The algorithm used by rechunker tries to satisfy several constraints simultaneously:

  • Respect memory limits. Rechunker’s algorithm guarantees that worker processes will not exceed a user-specified memory threshold.

  • Minimize the number of required tasks. Specifically, for N source chunks and M target chunks, the number of tasks is always less than N + M.

  • Be embarrassingly parallel. The task graph should be as simple as possible, to make it easy to execute using different task scheduling frameworks. This also means avoiding write locks, which are complex to manage, and inter-worker communication.

The algorithm we chose emerged via a lively discussion on the Pangeo Discourse Forum. We call it Push / Pull Consolidated.

Algorithm Schematic

Visualization of the Push / Pull Consolidated algorithm for a hypothetical 2D array. Each rectangle represents a single chunk. The dashed boxes indicate consolidate reads / writes.

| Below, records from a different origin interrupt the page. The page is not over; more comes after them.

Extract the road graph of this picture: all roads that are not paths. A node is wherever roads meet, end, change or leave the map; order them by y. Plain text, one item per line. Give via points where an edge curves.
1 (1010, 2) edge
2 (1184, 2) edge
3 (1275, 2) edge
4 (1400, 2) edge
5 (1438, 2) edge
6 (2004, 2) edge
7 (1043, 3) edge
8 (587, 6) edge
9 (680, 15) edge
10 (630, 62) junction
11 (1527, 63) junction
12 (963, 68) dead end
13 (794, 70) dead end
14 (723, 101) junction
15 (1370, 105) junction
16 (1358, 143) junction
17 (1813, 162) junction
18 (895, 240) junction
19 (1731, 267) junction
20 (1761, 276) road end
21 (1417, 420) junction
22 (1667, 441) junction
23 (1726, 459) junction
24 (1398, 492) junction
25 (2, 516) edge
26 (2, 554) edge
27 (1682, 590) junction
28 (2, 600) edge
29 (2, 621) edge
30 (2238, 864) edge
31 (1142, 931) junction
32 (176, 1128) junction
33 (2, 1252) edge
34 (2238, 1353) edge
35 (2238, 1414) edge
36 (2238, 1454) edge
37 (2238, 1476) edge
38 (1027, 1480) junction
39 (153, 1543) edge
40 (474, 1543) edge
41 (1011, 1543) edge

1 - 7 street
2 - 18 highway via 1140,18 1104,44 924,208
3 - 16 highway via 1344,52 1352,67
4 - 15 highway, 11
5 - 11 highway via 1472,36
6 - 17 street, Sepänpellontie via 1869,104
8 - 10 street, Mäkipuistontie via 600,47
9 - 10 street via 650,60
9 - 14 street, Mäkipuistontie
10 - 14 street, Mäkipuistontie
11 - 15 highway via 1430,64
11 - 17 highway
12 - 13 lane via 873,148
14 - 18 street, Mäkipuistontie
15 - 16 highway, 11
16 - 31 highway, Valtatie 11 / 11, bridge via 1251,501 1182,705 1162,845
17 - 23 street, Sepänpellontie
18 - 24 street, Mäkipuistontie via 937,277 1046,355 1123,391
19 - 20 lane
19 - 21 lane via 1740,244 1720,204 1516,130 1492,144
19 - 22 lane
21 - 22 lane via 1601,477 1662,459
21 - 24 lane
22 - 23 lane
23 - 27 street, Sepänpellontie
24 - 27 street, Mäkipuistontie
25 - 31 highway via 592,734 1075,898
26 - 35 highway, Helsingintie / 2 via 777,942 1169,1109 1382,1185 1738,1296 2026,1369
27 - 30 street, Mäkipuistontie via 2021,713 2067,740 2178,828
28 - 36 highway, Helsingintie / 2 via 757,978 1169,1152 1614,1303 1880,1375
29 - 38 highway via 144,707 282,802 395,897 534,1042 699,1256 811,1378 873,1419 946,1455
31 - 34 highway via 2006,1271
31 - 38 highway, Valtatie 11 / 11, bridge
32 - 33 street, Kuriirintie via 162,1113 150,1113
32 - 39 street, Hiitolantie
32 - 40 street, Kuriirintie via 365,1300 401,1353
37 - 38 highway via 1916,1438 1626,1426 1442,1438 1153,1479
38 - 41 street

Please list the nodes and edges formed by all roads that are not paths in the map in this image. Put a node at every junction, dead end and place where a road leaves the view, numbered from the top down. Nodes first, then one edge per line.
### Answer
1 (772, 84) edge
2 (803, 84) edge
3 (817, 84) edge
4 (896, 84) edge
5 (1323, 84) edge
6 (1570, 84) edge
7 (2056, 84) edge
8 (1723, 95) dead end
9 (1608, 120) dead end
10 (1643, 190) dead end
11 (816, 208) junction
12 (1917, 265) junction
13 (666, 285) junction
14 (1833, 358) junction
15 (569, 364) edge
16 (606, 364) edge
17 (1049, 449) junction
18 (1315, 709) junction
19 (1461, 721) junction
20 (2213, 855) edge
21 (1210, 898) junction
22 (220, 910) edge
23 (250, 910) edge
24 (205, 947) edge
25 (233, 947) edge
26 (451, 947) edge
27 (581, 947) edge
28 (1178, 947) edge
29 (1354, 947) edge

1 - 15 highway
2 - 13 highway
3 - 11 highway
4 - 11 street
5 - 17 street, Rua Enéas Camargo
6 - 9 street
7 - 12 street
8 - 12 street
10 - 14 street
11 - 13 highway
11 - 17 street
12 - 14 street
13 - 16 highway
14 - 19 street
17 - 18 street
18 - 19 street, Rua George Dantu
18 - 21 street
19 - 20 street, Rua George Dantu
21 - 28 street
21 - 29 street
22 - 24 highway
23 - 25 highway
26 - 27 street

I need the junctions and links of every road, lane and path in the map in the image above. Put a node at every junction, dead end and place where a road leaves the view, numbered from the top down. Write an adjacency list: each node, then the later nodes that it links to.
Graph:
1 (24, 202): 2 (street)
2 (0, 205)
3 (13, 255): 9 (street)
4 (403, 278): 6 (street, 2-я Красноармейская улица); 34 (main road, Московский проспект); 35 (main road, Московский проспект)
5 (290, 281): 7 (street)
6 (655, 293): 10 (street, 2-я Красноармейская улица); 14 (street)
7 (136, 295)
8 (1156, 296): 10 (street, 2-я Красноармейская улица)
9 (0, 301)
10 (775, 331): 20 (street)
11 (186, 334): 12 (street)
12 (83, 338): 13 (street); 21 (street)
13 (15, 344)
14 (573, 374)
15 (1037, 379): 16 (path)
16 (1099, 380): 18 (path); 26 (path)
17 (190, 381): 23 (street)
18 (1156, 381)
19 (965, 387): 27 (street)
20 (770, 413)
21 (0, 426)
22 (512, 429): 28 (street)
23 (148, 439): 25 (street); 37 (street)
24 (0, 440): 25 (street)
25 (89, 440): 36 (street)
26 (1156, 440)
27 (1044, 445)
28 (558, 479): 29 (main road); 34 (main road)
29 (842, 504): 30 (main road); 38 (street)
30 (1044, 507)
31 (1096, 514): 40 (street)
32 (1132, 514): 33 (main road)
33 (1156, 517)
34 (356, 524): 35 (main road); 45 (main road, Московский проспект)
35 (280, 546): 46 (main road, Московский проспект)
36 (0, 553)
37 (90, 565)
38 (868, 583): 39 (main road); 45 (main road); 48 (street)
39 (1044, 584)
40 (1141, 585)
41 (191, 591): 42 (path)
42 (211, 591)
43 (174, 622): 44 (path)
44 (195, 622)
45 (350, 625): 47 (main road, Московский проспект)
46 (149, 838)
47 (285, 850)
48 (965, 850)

A rough sketch of the algorithm is as follows

  1. User inputs a source array with a specific shape, chunk structure and data type. Also specifies target_chunks, the desired chunk structure of the output array and max_mem, the maximum amount of memory each worker is allowed to use.

  2. Determine the largest batch of data we can write by one worker given max_mem. These are the write_chunks.

  3. Determine the largest batch of data we can read by one worker given max_mem, plus the additional constraint of trying to fit within write chunks if possible. These are the read_chunks.

  4. If write_chunks == read chunks, we can avoid creating an intermediate dataset and copy the data directly from source to target.

  5. Otherwise, intermediate chunks are defined as the minimum of write_chunks and read_chunks along each axis. The source is copied first to the intermediate array and then from intermediate to target.